By Kath Gannaway
COLDSTREAM teenager Daniel Clarke will serve 30 months in a youth justice centre for causing the death of Healesville friend Jake McKaskill in December 2009.
Clarke, 20, pleaded guilty in the Melbourne County Court on 5 April to dangerous driving causing death.
Members of both families were in court on Monday for the sentencing by Judge Howard Mason who said the offence carried a maximum penalty of 10 years imprisonment.
Judge Mason said Clarke, who was on a probationary licence, had been drinking alcohol and had been speeding and driving recklessly in the lead-up to the crash in Healesville in the early hours of Wednesday, 16 December.
Inside the court Clarke’s family and friends were in tears as he was led from the dock.
Outside the court, Jake McKaskill’s mother Deborah McKaskill was devastated, also in tears, as she expressed her frustration and grief at what she said was too lenient a sentence.
Supported by Jake’s older brother Jason, she said it was no deterrent.
“I don’t think two and a half years in the youth justice system is going to send a message to anyone who drinks and drives,” she said.
While Judge Mason acknowledged Clarke’s remorse and said he had good prospects for rehabilitation, he said the charge was extremely serious, a fact he said was reflected in the doubling of the penalty in 2008.
That was done, he said, to place greater emphasis on the harm that such actions caused, and to increase the deterrent factor.
“It is precisely because of the tendency of young drivers to drive dangerously that general deterrence must be regarded as of great importance and youth must be given less weight,” he said
The judge read from the statements made by other young passengers in the car that night detailing the events leading up to the minutes, just after midnight, when Jake McKaskill sustained the horrific injuries that would lead to his death the next day.
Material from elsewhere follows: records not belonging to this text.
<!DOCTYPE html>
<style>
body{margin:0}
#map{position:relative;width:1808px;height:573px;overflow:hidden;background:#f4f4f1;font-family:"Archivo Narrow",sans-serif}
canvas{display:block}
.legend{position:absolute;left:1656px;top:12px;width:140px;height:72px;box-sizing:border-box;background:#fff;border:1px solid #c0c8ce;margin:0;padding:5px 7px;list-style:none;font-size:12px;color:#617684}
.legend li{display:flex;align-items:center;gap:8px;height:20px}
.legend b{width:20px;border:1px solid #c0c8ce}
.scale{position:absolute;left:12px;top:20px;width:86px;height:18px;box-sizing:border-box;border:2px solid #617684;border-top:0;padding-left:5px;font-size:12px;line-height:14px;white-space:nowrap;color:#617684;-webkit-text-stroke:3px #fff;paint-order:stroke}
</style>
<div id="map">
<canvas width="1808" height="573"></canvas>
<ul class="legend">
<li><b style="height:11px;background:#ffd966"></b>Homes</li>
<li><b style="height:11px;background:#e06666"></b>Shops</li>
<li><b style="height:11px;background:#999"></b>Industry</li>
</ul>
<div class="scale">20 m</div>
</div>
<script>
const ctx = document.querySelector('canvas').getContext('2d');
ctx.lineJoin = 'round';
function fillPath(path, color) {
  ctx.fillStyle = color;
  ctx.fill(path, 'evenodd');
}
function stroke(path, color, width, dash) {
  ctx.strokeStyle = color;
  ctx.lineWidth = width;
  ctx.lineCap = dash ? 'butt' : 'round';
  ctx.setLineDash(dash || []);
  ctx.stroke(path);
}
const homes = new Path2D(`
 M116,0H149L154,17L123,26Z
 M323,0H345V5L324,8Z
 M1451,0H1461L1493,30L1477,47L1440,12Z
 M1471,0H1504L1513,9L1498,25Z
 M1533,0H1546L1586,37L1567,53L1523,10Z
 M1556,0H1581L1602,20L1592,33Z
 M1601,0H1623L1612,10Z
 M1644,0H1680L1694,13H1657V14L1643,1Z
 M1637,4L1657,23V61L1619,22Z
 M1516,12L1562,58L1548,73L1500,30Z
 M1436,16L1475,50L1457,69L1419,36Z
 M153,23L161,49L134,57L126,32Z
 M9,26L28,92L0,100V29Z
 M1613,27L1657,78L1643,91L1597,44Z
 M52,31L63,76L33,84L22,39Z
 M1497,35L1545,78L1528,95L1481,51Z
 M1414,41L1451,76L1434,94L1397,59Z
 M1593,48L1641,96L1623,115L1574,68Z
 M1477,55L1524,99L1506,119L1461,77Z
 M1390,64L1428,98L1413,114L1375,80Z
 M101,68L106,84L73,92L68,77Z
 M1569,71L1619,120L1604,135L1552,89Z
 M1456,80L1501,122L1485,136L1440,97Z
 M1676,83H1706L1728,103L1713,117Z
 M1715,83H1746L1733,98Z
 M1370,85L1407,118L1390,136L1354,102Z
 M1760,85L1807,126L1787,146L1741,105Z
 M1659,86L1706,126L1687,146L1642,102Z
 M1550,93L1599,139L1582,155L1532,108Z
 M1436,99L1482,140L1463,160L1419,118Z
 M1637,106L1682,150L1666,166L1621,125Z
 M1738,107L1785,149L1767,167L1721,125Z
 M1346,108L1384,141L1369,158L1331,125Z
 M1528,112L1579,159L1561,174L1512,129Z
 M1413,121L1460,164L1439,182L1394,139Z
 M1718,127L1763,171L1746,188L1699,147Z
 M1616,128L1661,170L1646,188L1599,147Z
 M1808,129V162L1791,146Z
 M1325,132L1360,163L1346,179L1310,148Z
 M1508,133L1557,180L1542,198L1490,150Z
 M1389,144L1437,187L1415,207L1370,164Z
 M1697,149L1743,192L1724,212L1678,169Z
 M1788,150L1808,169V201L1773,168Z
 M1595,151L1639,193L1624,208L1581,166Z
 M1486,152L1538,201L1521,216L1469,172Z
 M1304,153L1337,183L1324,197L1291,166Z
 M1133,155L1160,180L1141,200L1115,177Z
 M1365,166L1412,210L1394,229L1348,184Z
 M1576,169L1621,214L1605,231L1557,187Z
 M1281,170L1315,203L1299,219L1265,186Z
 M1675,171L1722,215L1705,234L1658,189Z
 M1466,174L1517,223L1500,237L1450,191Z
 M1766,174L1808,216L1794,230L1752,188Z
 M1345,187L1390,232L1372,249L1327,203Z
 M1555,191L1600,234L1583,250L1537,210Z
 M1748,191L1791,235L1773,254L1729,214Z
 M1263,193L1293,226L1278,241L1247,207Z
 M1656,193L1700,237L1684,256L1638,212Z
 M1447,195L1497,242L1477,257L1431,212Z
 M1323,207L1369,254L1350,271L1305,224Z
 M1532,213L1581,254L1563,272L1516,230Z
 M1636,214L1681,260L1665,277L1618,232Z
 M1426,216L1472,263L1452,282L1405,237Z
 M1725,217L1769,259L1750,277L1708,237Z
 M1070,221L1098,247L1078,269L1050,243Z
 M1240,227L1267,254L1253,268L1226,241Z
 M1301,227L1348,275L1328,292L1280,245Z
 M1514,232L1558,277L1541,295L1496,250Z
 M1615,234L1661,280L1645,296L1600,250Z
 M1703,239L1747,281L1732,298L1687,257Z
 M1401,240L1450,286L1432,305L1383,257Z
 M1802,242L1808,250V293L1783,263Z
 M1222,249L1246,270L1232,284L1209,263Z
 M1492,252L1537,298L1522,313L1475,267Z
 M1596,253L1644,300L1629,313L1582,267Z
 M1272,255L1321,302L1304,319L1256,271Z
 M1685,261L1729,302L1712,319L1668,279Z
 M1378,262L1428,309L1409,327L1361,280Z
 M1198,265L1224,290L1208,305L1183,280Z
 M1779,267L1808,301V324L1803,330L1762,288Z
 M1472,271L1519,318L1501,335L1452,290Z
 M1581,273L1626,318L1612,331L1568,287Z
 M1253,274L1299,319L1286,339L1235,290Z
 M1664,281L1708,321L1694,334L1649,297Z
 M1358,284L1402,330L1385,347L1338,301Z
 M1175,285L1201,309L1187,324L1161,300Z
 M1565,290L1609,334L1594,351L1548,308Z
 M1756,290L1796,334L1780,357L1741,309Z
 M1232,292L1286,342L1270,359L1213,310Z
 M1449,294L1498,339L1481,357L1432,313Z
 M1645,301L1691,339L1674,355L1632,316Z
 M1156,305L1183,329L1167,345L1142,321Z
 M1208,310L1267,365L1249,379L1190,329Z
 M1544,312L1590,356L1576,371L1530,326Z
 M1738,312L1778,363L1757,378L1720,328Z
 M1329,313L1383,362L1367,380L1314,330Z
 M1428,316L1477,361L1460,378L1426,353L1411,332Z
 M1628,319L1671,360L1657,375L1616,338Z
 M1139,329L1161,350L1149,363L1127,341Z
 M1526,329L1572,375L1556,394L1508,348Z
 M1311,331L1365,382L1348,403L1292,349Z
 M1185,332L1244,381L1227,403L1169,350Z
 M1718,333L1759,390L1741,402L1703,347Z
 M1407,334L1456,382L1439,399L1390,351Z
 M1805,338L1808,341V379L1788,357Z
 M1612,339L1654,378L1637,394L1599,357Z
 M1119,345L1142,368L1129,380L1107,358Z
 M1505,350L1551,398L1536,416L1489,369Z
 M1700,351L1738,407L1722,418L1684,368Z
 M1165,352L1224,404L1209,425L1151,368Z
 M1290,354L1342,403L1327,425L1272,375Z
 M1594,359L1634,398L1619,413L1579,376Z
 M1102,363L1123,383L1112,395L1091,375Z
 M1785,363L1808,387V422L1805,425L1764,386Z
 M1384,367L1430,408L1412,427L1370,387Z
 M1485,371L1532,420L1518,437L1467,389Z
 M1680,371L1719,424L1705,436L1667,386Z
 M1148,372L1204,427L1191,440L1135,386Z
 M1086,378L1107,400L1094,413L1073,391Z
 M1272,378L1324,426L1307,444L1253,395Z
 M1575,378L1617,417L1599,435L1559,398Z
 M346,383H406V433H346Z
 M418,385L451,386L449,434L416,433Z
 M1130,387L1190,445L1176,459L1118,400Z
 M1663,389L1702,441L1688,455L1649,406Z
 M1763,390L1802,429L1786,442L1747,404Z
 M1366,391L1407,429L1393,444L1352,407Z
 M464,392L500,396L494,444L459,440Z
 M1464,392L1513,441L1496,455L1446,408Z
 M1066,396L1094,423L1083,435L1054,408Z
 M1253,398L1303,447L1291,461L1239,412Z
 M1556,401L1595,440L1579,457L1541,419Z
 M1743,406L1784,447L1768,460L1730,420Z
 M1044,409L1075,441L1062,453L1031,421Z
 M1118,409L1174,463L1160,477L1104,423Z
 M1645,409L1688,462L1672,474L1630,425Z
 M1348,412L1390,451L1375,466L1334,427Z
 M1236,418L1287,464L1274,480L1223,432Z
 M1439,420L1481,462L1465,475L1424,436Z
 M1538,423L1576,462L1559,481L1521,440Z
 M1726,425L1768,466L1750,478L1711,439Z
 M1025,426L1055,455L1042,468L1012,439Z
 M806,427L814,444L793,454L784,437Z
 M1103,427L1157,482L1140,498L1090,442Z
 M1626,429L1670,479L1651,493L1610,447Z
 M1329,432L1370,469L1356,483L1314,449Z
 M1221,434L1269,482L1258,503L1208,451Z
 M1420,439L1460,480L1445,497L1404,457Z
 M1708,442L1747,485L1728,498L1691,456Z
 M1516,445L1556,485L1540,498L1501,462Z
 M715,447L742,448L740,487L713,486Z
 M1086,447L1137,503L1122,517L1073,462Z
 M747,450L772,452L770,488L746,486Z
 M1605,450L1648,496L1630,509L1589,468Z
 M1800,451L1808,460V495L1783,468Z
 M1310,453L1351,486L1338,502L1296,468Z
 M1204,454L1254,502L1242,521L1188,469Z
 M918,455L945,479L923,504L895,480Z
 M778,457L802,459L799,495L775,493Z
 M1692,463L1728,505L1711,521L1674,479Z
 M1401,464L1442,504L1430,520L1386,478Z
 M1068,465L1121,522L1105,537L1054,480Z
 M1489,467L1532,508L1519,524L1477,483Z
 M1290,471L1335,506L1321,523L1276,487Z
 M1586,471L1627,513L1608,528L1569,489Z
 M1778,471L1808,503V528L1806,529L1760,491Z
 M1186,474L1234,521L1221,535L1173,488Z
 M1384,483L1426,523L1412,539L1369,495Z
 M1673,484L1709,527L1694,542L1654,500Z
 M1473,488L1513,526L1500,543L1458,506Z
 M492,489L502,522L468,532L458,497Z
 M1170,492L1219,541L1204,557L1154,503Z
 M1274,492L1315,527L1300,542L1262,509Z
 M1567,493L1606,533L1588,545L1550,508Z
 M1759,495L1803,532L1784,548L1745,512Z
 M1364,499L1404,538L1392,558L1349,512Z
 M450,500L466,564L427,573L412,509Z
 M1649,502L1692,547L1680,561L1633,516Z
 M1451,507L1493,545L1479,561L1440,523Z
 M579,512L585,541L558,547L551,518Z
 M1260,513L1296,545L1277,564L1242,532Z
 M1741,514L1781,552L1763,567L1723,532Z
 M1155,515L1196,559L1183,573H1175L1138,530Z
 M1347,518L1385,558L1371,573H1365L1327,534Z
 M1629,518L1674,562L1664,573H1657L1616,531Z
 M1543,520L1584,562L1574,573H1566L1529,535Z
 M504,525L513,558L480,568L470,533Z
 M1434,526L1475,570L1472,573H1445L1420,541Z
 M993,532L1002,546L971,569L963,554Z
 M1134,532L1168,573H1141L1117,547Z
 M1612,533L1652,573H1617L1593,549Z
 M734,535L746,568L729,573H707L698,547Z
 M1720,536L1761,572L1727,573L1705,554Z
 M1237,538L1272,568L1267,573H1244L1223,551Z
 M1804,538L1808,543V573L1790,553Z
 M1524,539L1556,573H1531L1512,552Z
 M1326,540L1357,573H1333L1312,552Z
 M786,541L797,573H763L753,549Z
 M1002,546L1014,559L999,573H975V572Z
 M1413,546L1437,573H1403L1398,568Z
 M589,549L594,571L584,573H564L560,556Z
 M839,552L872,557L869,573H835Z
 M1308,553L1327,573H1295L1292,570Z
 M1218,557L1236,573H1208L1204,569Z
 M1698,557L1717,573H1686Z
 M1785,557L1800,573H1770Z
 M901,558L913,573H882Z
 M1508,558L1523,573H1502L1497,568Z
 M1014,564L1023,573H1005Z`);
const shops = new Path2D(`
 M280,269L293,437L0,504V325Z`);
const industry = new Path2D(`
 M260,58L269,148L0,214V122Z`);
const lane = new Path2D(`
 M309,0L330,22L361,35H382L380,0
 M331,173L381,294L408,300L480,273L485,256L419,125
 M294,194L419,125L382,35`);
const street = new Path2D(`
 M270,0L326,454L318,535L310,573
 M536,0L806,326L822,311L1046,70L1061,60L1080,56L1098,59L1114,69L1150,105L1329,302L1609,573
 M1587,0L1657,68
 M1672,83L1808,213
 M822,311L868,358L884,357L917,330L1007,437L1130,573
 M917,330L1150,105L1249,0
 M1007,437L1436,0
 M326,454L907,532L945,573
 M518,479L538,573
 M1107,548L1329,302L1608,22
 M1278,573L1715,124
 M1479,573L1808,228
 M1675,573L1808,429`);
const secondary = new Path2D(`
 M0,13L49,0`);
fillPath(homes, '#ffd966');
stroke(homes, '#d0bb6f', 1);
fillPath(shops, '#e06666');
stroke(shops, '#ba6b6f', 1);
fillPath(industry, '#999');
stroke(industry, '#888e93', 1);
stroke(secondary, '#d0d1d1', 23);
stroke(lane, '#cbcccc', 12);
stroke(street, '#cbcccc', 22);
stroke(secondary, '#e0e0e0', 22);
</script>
They told of how Clarke drove through two stop signs and drove recklessly up a one-way road in the wrong direction before speeding down High Street towards Ryrie Street.
One passenger said he was so scared he had his hands on the roof of the car in case the car crashed.
“I didn’t tell Clarkey to slow down or stop driving like an idiot because, even though I was really scared, I didn’t think anything bad would happen,” he said.
Judge Mason said while in the circumstances Clarke’s moral culpability was high, he accepted it was reduced by a number of mitigating factors including no prior convictions, his young age, his genuine remorse, the fact that he made consistent efforts to understand the circumstances leading to his actions and his prospects for rehabilitation.
He said he believed he would be subjected to undesirable and corruptive influences in an adult prison.
Judge Mason said the victim impact statements from Deborah McKaskill, including a note from his sister Tiarna told of a family whose grief was extreme and of a loss which was incomprehensible and profound.
“A beautiful young life has been lost and the emotional consequences will be long-lasting,” he said.